I am mindful of the absent histories that occasionally are granted project funds often tithed into capital projects in the name of overheads and permanent staffing. There are such things where zero-hours contracts may be conceived under the guise of a placement, or a project fee or a temporary post, and unpaid honours with letters may be bestowed on unsuspecting artists to serve the cause of the institution.

And I am mindful of freelancers who fall between the stools of self-imposed austerity in the name of art or just living life how you want to, whose plight has been more tangible during the pandemic. And of course I am mindful of the tokenistic  and institutionally enforced National or International Day of Whatever where we dutifully beat the drums of exploitation which can drive the culture economy into an automated system of public art making that lets us eat cake as and when King and Country say so in order that we keep time and keep up with time and keep the ‘right’ time for posterity.

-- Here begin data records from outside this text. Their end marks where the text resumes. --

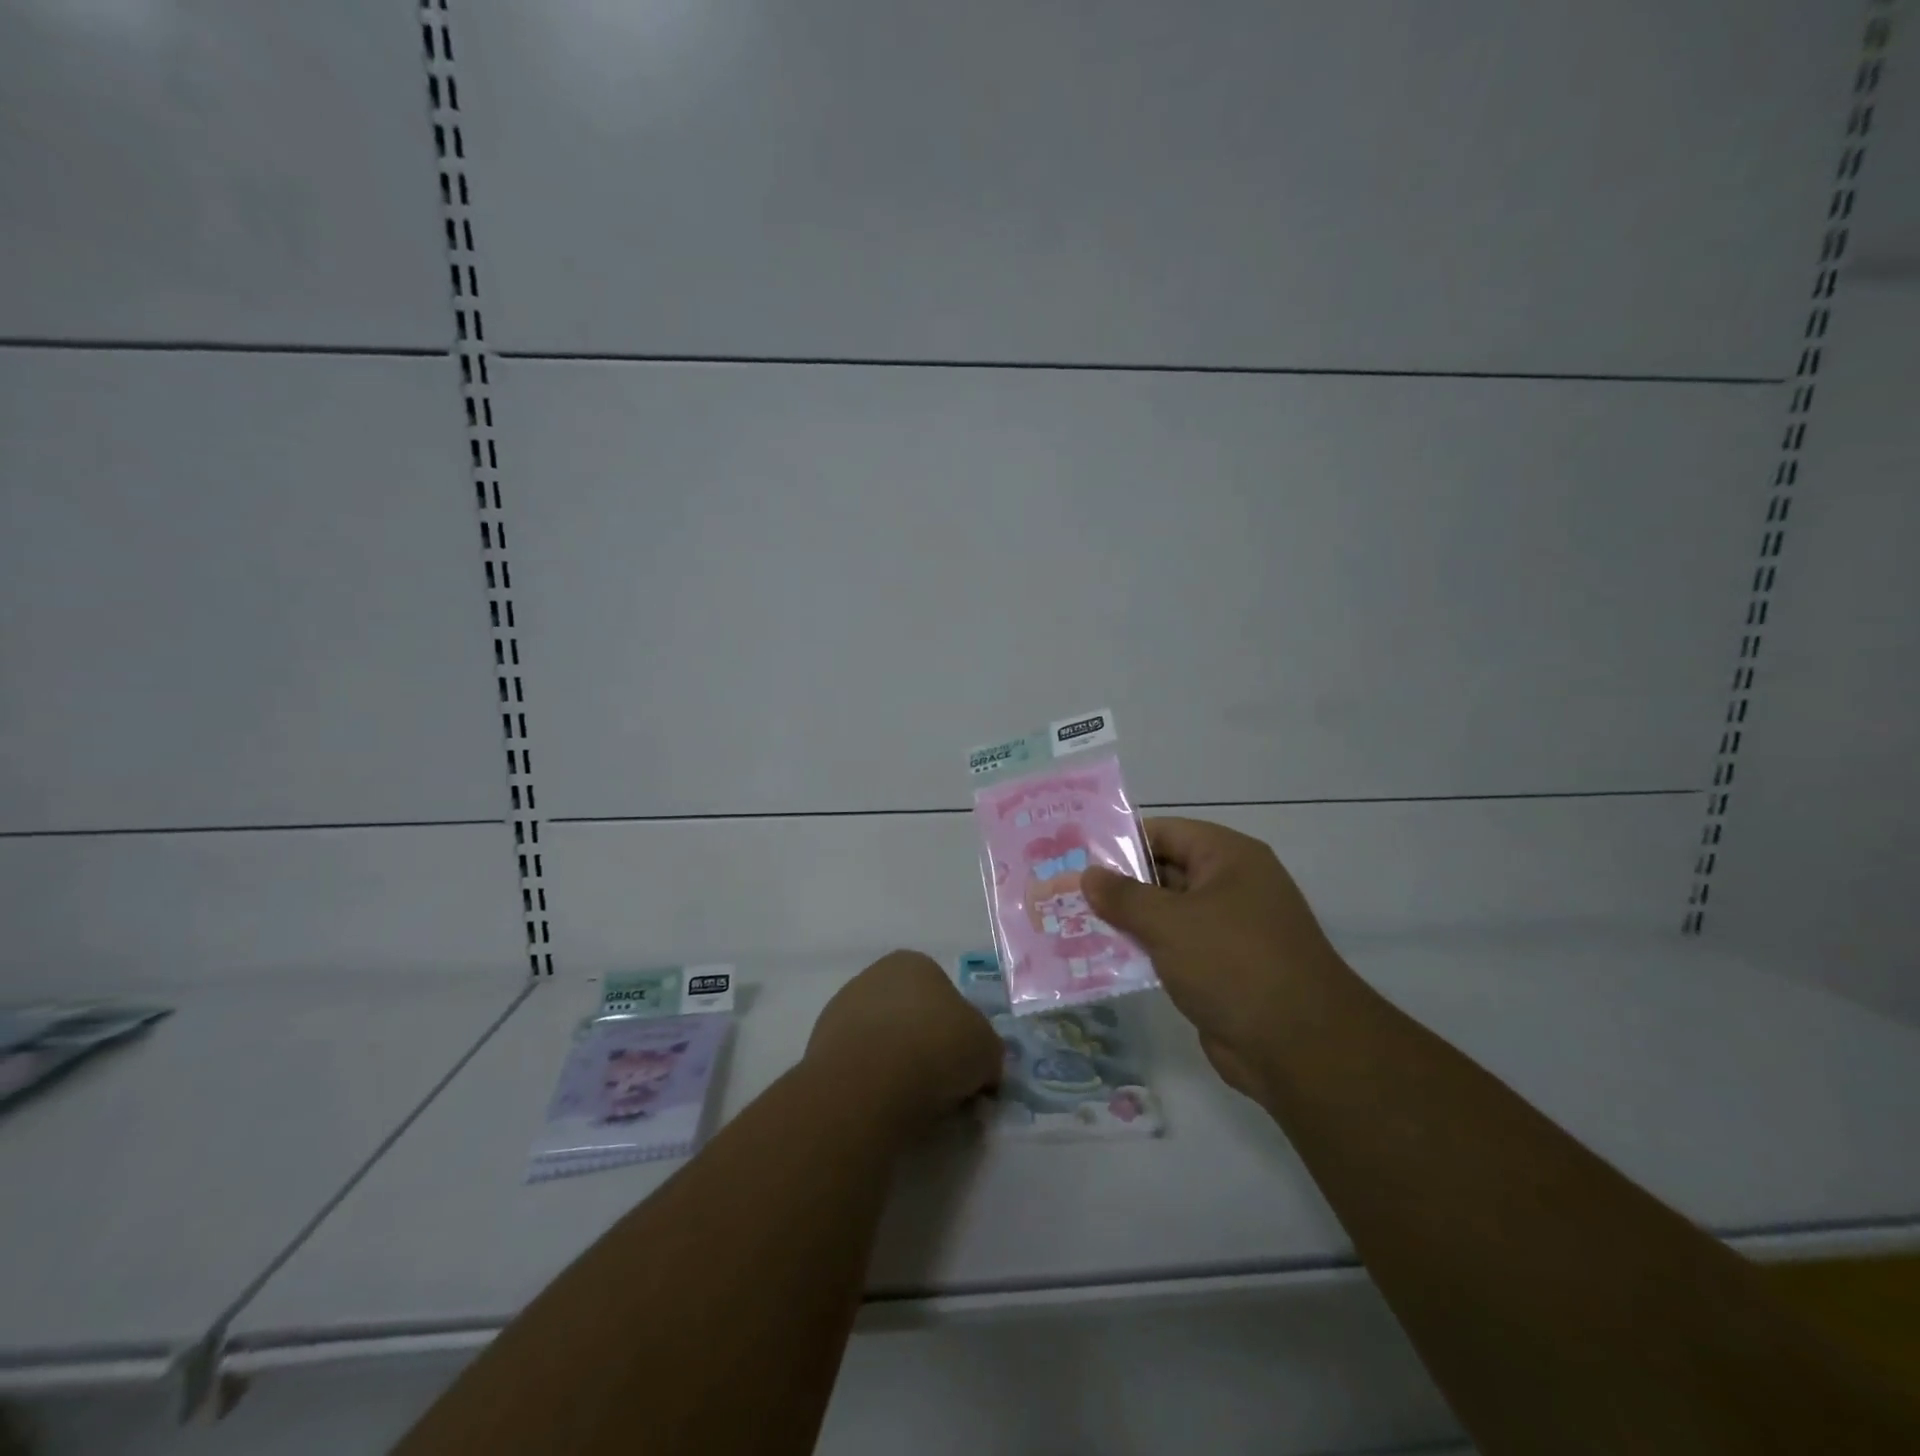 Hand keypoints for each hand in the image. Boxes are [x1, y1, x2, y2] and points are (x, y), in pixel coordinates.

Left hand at [805, 950, 1003, 1132]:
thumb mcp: (988, 1050)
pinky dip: (870, 1083)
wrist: (870, 1081)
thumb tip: (981, 1069)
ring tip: (910, 1104)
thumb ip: (987, 1052)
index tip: (965, 1067)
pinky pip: (858, 1065)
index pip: (945, 995)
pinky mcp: (819, 1046)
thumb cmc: (938, 1048)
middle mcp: (874, 975)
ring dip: (896, 1065)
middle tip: (942, 1088)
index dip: (960, 1033)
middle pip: (910, 1015)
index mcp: (915, 963)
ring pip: (882, 1040)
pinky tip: (880, 1105)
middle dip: (925, 1046)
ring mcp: (841, 1009)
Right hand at [1083, 817, 1349, 1098]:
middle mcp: (1231, 885)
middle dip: (1117, 883)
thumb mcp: (1169, 922)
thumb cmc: (1233, 963)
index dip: (1120, 841)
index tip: (1075, 854)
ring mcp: (1229, 929)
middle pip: (1164, 871)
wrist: (1299, 1047)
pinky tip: (1102, 957)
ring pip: (1166, 913)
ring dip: (1127, 920)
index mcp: (1228, 857)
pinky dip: (1144, 949)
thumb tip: (1089, 874)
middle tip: (1064, 889)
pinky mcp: (1222, 968)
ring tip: (1071, 922)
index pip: (1164, 832)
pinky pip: (1175, 947)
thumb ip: (1123, 896)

The Last Women’s creation came at a time when the museum it grew out of was going through its own raison d’être, its buildings and stories gutted and reinvented through a huge capital development. The Last Women should have been performed at the museum but the capital project got in the way so we took the museum idea to the local repertory theatre that had just recovered from its own gutting and reinvention through another capital investment with projects attached.  The story of and behind my little play sat quietly on these fringes asking some fairly hefty questions and interrogating the purpose of keeping things for posterity. Who collects? Who gets to choose what is collected and kept?  Who gets to collect the project crumbs based on capital ventures and conquests?